The number of votes in favour of President Sergio Mattarella being re-elected increased with respect to the first two ballots, climbing to 125.
With the fourth ballot on Thursday, however, the chances of success go up as the number of 1,009 grand electors - lawmakers from both houses of parliament and regional representatives - needed to elect a new head of state goes down from two-thirds to a simple majority of 505.
On Tuesday the parties of the centre right - the League, Silvio Berlusconi's Forza Italia (FI) and the Brothers of Italy (FdI) party - proposed three possible candidates: former education minister and ex-Milan mayor Letizia Moratti, former prosecutor Carlo Nordio and former Senate Speaker and philosopher Marcello Pera.
Enrico Letta, the leader of the centre-left Democratic Party (PD), politely said no to those names and suggested the party heads hold a sort of conclave, locking themselves in a room and having only bread and water until they agree on a new president.
FdI leader Giorgio Meloni said she would not take part in any such meeting and her party split with the rest of the centre right in the third ballot and voted for FdI member Guido Crosetto, rather than casting blank papers, after the other groups rejected the proposal to vote for Nordio.
Crosetto got 114 votes, so support for him went beyond FdI's 63 grand electors, while former Lower House Speaker and centrist politician Pierferdinando Casini got 52.
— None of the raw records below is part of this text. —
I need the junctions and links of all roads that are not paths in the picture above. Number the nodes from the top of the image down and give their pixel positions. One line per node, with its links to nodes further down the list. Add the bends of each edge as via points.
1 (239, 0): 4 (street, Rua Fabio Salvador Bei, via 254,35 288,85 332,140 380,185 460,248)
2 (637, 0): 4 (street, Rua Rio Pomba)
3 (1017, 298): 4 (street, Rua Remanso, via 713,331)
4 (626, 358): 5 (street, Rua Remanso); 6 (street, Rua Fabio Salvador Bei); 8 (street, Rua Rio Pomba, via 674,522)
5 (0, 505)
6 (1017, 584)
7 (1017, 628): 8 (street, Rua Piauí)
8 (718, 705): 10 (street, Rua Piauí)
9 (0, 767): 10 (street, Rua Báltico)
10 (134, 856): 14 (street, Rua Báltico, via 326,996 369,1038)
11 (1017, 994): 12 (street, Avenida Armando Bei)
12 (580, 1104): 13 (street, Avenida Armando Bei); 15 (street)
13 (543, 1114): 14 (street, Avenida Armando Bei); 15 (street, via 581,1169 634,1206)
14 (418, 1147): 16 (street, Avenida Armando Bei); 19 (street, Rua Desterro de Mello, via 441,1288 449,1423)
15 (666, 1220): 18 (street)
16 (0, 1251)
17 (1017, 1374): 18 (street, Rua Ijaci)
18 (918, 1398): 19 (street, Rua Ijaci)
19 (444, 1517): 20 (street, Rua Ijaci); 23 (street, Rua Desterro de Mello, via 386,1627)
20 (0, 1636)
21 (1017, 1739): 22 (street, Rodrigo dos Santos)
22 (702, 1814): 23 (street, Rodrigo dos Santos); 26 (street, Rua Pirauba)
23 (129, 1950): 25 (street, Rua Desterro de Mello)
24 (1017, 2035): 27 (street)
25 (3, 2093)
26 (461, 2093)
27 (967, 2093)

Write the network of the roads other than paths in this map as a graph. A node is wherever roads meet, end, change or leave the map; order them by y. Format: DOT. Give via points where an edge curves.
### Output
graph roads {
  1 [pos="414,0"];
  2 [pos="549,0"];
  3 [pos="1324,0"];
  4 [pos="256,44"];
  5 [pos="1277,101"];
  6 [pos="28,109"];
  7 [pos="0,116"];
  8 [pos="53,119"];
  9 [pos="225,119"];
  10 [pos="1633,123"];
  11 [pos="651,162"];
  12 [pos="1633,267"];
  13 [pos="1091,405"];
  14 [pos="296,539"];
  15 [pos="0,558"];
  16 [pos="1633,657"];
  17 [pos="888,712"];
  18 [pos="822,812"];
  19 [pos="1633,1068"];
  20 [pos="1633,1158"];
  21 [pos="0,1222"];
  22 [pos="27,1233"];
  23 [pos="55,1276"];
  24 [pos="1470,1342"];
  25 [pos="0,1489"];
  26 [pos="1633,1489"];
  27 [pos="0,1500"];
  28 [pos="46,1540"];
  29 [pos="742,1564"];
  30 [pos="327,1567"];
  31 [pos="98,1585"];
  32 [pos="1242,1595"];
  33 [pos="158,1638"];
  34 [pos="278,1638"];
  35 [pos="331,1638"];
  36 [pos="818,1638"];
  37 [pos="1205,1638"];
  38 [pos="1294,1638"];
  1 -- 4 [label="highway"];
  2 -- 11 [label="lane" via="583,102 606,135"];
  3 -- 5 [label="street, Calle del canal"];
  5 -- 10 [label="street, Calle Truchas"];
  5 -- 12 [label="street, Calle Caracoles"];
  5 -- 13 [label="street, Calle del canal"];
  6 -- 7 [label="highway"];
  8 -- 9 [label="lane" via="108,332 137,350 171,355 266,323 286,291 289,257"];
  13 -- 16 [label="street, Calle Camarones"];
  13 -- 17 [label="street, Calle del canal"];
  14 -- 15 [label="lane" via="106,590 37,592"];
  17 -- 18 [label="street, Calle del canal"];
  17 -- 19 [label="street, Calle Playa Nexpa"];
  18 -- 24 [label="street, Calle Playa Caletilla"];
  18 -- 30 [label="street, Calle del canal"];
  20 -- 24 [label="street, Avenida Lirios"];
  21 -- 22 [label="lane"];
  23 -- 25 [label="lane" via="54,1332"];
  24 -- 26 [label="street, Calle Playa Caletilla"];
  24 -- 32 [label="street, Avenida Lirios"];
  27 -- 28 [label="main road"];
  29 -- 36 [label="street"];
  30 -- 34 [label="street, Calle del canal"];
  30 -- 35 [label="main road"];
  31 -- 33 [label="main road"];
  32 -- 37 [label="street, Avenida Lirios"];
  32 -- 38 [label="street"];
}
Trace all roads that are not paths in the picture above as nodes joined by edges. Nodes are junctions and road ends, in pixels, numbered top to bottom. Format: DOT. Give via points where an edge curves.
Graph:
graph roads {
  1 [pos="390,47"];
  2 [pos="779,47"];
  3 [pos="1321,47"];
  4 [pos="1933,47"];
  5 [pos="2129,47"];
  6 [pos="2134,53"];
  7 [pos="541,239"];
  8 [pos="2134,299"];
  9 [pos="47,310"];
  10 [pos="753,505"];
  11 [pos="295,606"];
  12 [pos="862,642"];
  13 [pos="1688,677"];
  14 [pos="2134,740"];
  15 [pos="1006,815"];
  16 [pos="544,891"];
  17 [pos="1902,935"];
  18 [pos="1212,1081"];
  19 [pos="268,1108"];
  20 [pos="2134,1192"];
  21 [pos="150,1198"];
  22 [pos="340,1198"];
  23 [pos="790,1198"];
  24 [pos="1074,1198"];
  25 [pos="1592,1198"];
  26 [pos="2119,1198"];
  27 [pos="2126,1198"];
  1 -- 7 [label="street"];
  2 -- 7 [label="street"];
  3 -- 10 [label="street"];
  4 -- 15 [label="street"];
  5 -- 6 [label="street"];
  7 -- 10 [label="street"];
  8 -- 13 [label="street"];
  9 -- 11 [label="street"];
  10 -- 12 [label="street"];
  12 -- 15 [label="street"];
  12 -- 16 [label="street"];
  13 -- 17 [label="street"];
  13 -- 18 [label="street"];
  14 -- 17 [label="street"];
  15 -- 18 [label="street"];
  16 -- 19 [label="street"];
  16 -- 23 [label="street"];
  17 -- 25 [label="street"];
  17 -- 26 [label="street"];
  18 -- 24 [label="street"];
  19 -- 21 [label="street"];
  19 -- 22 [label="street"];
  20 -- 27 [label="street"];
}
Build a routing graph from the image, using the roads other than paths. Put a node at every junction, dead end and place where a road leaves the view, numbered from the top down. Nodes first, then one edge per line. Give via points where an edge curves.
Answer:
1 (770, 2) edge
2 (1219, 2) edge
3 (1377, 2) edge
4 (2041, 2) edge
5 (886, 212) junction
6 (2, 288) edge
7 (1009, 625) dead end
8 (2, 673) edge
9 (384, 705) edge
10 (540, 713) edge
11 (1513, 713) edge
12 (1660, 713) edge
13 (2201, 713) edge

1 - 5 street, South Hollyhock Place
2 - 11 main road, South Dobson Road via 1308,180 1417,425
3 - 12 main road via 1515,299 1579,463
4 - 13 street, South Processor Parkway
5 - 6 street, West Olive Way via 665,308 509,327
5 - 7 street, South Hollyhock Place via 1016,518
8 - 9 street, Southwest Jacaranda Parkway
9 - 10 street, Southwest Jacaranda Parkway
There is speculation that the centre right actually want to push for Senate Speaker Elisabetta Casellati to become Italy's first woman president.
The PD, however, contacted the League to try to convince Salvini's group not to vote for a centre-right candidate, rather than seeking a consensus figure, saying this could rock the stability of the broad majority supporting Premier Mario Draghi's executive.